Task statement:
Below is some data; print it all back exactly.

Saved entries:

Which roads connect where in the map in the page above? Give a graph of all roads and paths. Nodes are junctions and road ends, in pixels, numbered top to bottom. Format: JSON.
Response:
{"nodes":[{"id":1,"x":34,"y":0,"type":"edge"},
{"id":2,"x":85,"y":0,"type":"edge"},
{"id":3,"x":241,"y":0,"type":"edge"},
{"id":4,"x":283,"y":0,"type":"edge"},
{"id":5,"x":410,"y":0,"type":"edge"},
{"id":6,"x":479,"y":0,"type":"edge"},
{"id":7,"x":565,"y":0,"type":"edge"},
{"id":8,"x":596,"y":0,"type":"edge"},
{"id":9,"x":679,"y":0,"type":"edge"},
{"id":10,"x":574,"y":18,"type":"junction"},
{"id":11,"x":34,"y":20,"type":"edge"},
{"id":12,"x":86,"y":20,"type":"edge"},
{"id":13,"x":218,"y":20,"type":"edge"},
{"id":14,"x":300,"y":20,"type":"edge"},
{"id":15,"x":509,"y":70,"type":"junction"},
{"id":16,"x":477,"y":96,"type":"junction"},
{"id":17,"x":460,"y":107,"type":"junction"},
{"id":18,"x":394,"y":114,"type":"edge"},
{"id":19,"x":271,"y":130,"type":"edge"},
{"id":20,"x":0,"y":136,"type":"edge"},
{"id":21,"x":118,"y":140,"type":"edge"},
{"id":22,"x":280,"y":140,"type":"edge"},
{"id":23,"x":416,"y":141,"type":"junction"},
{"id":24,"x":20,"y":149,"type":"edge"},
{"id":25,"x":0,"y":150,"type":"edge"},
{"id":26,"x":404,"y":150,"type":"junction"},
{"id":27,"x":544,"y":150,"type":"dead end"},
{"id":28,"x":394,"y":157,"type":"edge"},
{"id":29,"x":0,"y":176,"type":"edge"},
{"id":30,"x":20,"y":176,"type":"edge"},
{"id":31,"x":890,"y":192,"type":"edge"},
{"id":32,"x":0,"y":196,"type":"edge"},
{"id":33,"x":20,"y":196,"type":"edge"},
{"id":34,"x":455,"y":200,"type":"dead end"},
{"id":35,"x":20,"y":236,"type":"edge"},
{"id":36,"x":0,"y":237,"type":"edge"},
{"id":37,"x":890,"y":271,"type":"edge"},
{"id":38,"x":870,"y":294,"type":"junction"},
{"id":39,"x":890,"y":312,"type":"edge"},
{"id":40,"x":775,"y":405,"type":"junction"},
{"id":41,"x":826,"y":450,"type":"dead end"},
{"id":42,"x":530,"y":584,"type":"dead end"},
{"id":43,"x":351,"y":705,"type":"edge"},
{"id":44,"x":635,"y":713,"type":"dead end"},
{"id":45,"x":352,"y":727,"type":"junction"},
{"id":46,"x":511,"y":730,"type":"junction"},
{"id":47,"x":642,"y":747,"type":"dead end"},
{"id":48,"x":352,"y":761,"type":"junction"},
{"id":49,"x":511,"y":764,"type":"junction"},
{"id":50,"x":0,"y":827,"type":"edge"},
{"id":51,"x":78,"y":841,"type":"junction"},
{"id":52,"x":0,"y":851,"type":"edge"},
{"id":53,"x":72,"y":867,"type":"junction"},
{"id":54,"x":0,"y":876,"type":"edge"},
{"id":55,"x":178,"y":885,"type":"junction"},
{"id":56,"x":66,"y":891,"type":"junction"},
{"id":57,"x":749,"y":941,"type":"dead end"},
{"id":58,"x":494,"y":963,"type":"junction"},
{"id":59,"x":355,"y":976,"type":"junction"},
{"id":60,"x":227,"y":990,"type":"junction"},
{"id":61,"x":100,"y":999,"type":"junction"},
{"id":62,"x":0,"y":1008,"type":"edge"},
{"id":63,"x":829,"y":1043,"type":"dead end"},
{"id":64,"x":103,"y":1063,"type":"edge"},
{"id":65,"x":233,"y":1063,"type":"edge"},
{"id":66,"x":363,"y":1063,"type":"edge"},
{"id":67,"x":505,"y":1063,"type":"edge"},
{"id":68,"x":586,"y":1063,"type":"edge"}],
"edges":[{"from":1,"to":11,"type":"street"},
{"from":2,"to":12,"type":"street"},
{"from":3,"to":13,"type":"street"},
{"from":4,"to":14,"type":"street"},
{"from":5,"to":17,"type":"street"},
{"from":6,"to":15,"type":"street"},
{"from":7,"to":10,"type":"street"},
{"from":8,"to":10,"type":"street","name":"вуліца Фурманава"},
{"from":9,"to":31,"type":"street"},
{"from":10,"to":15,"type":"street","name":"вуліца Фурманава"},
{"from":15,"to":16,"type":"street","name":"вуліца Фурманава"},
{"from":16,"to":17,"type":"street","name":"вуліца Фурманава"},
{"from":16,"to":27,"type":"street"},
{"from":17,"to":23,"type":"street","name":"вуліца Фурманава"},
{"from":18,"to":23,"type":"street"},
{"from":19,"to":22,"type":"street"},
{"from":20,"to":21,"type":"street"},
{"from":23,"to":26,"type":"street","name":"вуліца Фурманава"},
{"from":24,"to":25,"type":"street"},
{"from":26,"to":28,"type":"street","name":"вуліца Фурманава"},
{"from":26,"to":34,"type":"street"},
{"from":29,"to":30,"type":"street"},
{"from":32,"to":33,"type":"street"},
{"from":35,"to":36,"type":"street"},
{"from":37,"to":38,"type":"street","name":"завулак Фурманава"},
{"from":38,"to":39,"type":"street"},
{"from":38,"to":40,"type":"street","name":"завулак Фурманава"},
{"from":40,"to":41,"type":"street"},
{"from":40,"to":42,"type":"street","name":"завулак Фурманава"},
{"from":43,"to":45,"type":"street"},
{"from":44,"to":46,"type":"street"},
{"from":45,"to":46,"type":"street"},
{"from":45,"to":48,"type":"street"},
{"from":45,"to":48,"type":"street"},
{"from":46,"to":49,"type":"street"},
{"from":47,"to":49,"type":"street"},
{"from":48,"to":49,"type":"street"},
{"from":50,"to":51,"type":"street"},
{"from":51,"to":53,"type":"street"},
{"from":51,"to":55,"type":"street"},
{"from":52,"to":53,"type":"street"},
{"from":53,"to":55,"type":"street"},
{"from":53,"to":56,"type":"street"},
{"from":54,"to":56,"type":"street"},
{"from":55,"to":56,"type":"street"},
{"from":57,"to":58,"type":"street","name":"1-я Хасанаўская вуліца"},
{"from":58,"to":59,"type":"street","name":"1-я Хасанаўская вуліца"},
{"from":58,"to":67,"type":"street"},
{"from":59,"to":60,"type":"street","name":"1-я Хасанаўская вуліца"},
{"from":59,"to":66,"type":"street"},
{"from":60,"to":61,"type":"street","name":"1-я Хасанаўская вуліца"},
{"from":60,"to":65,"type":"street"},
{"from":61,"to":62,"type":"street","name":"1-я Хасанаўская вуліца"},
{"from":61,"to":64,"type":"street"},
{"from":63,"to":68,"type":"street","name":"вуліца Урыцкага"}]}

Exercise response:
Which roads connect where in the map in the page above? Give a graph of all roads and paths. Nodes are junctions and road ends, in pixels, numbered top to bottom. Format: JSON.
Response:
{"nodes":[{"id":1,"x":34,"y":0,"type":"edge"},
{"id":2,"x":85,"y":0,"type":"edge"},
{"id":3,"x":241,"y":0,"type":"edge"},
{"id":4,"x":283,"y":0,"type":"edge"},
{"id":5,"x":410,"y":0,"type":"edge"},
{"id":6,"x":479,"y":0,"type":"edge"},
{"id":7,"x":565,"y":0,"type":"edge"},
{"id":8,"x":596,"y":0,"type":"edge"},
{"id":9,"x":679,"y":0,"type":"edge"},
{"id":10,"x":574,"y":18,"type":"junction"},
{"id":11,"x":34,"y":20,"type":"edge"},
{"id":12,"x":86,"y":20,"type":"edge"},
{"id":13,"x":218,"y":20,"type":"edge"},
{"id":14,"x":300,"y":20,"type":"edge"},
{"id":15,"x":509,"y":70,"type":"junction"},
{"id":16,"x":477,"y":96,"type":"junction"},
{"id":17,"x":460,"y":107,"type":"junction"},
{"id":18,"x":394,"y":114,"type":"edge"},
{"id":19,"x":271,"y":130,"type":"edge"},
{"id":20,"x":0,"y":136,"type":"edge"},
{"id":21,"x":118,"y":140,"type":"edge"},
{"id":22,"x":280,"y":140,"type":"edge"},
{"id":23,"x":416,"y":141,"type":"junction"},
{"id":24,"x":20,"y":149,"type":"edge"},
{"id":25,"x":0,"y":150,"type":"edge"},
{"id":26,"x":404,"y":150,"type":"junction"},
{"id":27,"x":544,"y":150,"type":"dead end"},
{"id":28,"x":394,"y":157,"type":"edge"},
{"id":29,"x":0,"y":176,"type":"edge"},
{"id":30,"x":20,"y":176,"type":"edge"},
{"id":31,"x":890,"y":192,"type":"edge"},
{"id":32,"x":0,"y":196,"type":"edge"},
{"id":33,"x":20,"y":196,"type":"edge"},
{"id":34,"x":455,"y":200,"type":"dead end"},
{"id":35,"x":20,"y":236,"type":"edge"},
{"id":36,"x":0,"y":237,"type":"edge"},
{"id":37,"x":890,"y":271,"type":"edge"},
{"id":38,"x":870,"y":294,"type":"junction"},
{"id":39,"x":890,"y":312,"type":"edge"},
{"id":40,"x":775,"y":405,"type":"junction"},
{"id":41,"x":826,"y":450,"type":"dead end"},
{"id":42,"x":530,"y":584,"type":"dead end"},
{"id":43,"x":351,"y":705,"type":"edge"},
{"id":44,"x":635,"y":713,"type":"dead end"},
{"id":45,"x":352,"y":727,"type":"junction"},
{"id":46,"x":511,"y":730,"type":"junction"},
{"id":47,"x":642,"y":747,"type":"dead end"},
{"id":48,"x":352,"y":761,"type":"junction"},
{"id":49,"x":511,"y":764,"type":"junction"},
{"id":50,"x":0,"y":827,"type":"edge"},
{"id":51,"x":78,"y":841,"type":"junction"},
{"id":52,"x":0,"y":851,"type":"edge"},
{"id":53,"x":72,"y":867,"type":"junction"},
{"id":54,"x":0,"y":876,"type":"edge"},
{"id":55,"x":178,"y":885,"type":"junction"},
{"id":56,"x":66,"y":891,"type":"junction"},
{"id":57,"x":749,"y":941,"type":"dead end"},
{"id":58,"x":494,"y":963,"type":"junction"},
{"id":59,"x":355,"y":976,"type":"junction"},
{"id":60,"x":227,"y":990,"type":"junction"},
{"id":61,"x":100,"y":999,"type":"junction"},
{"id":62,"x":0,"y":1008,"type":"edge"},
{"id":63,"x":829,"y":1043,"type":"dead end"},
{"id":64,"x":103,"y":1063,"type":"edge"},
{"id":65,"x":233,"y":1063,"type":"edge"},
{"id":66,"x":363,"y":1063,"type":"edge"},
{"id":67,"x":505,"y":1063,"type":"edge"},
{"id":68,"x":586,"y":1063,"type":"edge"}],
"edges":[{"from":1,"to":11,"type":"street"},
{"from":2,"to":12,"type":"street"},
{"from":3,"to":13,"type":"street"},
{"from":4,"to":14,"type":"street"},
{"from":5,"to":17,"type":"street"},
{"from":6,"to":15,"type":"street"},
{"from":7,"to":10,"type":"street"},
{"from":8,"to":10,"type":"street","name":"вуліца Фурманава"},
{"from":9,"to":31,"type":"street"},
{"from":10,"to":15,"type":"street","name":"вуліца Фурманава"},
{"from":15,"to":16,"type":"street","name":"вуліца Фурманава"},
{"from":16,"to":17,"type":"street","name":"вуліца Фурманава"},
{"from":16,"to":27,"type":"street"},
{"from":17,"to":23,"type":"street","name":"вуліца Фурманава"},
{"from":18,"to":23,"type":"street"},
{"from":19,"to":22,"type":"street"},
{"from":20,"to":21,"type":"street"},
{"from":23,"to":26,"type":"street","name":"вуліца Фурманава"},
{"from":24,"to":25,"type":"street"},
{"from":26,"to":28,"type":"street","name":"вуліца Фурманава"},
{"from":26,"to":34,"type":"street"},
{"from":29,"to":30,"type":"street"},
{"from":32,"to":33,"type":"street"},
{"from":35,"to":36,"type":"street"},
{"from":37,"to":38,"type":"street","name":"завулак Фурманава"},
{"from":38,"to":39,"type":"street"},
{"from":38,"to":40,"type":"street","name":"завулак Фурманава"},
{"from":40,"to":41,"type":"street"},
{"from":40,"to":42,"type":"street","name":"завулак Фурманава"},
{"from":43,"to":45,"type":"street"},
{"from":44,"to":46,"type":"street"},
{"from":45,"to":46,"type":"street"},
{"from":45,"to":48,"type":"street"},
{"from":45,"to":48,"type":"street"},
{"from":46,"to":49,"type":"street"},
{"from":47,"to":49,"type":"street"},
{"from":48,"to":49,"type":"street"},
{"from":50,"to":51,"type":"street"},
{"from":51,"to":53,"type":"street"},
{"from":51,"to":55,"type":"street"},
{"from":52,"to":53,"type":"street"},
{"from":53,"to":55,"type":"street"},
{"from":53,"to":56,"type":"street"},
{"from":54,"to":56,"type":"street"},
{"from":55,"to":56,"type":"street"},
{"from":57,"to":58,"type":"street","name":"1-я Хасанаўская вуліца"},
{"from":58,"to":59,"type":"street","name":"1-я Хасанаўская вуліца"},
{"from":58,"to":67,"type":"street"},
{"from":59,"to":60,"type":"street","name":"1-я Хасанаўская вуліца"},
{"from":59,"to":66,"type":"street"},
{"from":60,"to":61,"type":"street","name":"1-я Хасанаўская вуліца"},
{"from":60,"to":65,"type":"street"},
{"from":61,"to":62,"type":"street","name":"1-я Хасанаўская вуліца"},
{"from":61,"to":64,"type":"street"},
{"from":63,"to":68,"type":"street","name":"вуліца Урыцкага"}]}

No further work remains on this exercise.